VII. Answer the following questions:

  1. What are Judy’s feelings on coming back to college?

  2. What important college policy process does she get involved in?

  3. What subjects does she take up this year?

  4. Who does she room with?

  5. What important theoretical problems of Mathematics and Physics do the girls discuss?

  6. Where does Judy spend her Christmas holidays?

  7. What are Judy’s impressions of Sally’s family?

  8. How do the McBrides arrange Christmas celebration for their employees?

  9. What problems do the girls face on receiving Julia’s uncle in their study?

  10. What crime did Judy commit as a child?

VIII. Give a good translation of the following passages in a written form:

  1. ‘There’s one girl in the class… I’d rather know you than French.’

  2. ‘I’ve been having the most … in the furnishings.’

  3. ‘We’re reading Marie … clock into the sea.’

IX. Translate the sentences and comment on the notions in italics paying attention to their cultural meaning:

  1. Sallie is running for class president, and unless all signs fail, she is going to be elected. Such an atmosphere of intrigue you should see what politicians we are! Oh, I tell you, Daddy, when we women get our rights, you men will have to look alive in order to keep yours.

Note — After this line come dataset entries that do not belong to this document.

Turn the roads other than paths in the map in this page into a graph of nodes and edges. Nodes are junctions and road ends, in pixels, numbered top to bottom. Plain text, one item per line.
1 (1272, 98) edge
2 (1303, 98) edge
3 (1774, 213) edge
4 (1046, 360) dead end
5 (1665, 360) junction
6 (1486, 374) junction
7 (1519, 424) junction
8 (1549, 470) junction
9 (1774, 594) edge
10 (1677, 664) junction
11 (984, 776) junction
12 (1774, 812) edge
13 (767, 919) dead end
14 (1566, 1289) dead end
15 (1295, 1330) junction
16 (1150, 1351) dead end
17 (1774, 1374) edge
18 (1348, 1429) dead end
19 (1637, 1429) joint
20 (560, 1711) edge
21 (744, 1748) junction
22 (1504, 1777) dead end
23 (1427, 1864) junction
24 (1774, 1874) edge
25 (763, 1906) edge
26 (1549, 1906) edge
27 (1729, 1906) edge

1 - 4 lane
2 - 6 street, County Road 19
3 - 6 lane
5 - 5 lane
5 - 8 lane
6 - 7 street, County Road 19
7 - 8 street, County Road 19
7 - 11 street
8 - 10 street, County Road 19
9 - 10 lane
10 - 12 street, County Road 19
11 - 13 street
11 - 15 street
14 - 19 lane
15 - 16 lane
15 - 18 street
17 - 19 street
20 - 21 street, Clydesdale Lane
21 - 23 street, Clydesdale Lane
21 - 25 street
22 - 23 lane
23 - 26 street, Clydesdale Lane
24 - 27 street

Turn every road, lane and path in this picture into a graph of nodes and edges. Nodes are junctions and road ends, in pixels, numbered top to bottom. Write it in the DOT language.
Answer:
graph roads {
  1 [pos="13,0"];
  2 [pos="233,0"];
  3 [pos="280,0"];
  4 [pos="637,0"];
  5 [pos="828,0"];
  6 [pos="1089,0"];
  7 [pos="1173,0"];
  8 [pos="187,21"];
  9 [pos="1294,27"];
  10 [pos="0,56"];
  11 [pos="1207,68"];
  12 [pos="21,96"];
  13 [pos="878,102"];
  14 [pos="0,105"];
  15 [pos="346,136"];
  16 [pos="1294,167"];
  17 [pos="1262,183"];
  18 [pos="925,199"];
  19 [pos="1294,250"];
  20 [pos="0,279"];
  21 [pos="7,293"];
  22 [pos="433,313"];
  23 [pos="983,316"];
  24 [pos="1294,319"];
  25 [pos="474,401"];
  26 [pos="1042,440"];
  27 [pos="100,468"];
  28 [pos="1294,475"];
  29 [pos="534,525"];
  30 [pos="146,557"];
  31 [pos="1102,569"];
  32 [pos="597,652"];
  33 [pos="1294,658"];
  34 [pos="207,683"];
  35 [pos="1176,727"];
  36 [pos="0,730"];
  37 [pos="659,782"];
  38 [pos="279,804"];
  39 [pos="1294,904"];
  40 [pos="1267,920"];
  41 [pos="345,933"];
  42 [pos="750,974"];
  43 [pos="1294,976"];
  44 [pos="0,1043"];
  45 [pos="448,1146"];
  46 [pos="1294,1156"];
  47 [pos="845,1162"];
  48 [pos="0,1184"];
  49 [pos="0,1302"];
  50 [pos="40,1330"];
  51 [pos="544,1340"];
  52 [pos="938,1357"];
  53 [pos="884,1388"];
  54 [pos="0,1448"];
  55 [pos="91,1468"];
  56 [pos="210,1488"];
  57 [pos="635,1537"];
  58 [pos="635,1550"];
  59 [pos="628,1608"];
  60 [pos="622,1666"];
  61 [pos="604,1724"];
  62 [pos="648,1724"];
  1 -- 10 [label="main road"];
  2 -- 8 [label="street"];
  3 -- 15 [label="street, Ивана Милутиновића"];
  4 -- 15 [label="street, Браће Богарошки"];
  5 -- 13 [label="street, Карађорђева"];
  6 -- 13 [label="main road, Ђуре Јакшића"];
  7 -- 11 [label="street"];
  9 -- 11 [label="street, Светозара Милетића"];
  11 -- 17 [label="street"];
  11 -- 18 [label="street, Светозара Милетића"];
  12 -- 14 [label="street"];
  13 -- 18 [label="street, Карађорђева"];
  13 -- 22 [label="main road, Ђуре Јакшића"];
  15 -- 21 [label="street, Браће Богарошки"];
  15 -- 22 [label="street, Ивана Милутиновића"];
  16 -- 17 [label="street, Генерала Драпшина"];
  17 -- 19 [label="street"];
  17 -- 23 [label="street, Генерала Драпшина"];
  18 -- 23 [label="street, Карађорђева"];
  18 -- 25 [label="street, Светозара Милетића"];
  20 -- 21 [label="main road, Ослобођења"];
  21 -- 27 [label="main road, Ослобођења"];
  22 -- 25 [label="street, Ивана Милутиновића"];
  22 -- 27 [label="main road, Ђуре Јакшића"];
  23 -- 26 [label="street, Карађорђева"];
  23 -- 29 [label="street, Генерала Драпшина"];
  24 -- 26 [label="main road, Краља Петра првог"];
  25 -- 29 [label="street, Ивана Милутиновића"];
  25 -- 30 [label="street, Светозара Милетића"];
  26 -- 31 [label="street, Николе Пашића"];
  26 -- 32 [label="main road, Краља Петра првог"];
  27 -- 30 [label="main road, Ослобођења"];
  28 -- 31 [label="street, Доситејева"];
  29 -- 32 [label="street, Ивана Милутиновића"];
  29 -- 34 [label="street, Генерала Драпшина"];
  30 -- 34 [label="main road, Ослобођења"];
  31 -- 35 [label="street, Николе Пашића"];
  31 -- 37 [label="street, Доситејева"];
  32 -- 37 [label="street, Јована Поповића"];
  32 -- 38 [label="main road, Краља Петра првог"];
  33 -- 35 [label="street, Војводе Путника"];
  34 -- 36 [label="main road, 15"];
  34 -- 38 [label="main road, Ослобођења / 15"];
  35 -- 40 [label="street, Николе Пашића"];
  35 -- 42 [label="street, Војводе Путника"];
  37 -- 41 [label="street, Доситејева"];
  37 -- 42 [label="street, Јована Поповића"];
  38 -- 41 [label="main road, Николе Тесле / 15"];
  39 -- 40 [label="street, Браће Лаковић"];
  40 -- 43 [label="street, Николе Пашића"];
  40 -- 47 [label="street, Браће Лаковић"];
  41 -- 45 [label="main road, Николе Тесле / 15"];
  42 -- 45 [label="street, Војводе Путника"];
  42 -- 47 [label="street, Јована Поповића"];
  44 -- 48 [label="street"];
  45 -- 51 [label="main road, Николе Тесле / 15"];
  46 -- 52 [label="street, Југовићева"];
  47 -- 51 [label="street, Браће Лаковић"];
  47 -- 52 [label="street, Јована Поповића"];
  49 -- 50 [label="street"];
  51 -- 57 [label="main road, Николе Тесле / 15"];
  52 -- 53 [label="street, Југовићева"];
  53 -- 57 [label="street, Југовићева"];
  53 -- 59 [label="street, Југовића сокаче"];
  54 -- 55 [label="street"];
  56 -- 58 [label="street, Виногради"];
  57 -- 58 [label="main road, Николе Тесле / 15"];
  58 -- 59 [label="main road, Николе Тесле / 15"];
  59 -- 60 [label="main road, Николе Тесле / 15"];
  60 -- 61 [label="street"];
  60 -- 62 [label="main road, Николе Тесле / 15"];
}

  2. Seventh hour – I must run to rehearsal. I’m to be in the Thanksgiving theatricals.

  3. Mr. McBride owns a factory and Christmas eve he had a tree for the employees’ children. It was in the long packing-room which was decorated with evergreens and holly.

X. Explain the use of the words given in italics:

  1. I am beginning to feel at home in college, and in command of the situation; I am beginning, in fact, to feel at home in the world – as though I really belonged to it and had not just crept in on sufferance.

  2. A person important enough to be a Trustee can’t appreciate the feelings of a person unimportant enough to be a foundling.

  3. Packing your trunk and going away is more fun than staying behind. I am terribly excited at the prospect.

  4. Sallie has a father and mother and grandmother, and the sweetest three-year-old baby sister, all over curls, and a medium-sized brother who always forgets to wipe his feet, and a big, good-looking brother named Jimmie, who is a junior at Princeton.

  5. Would you be terribly displeased, Daddy, if I didn't turn out to be a Great Author after all, but just a Plain Girl?

  6. When you put a hungry little nine-year girl in the pantry scouring knives, with the cookie jar at her elbow, and go off and leave her alone; and then suddenly pop in again, wouldn't you expect to find her a bit crumby?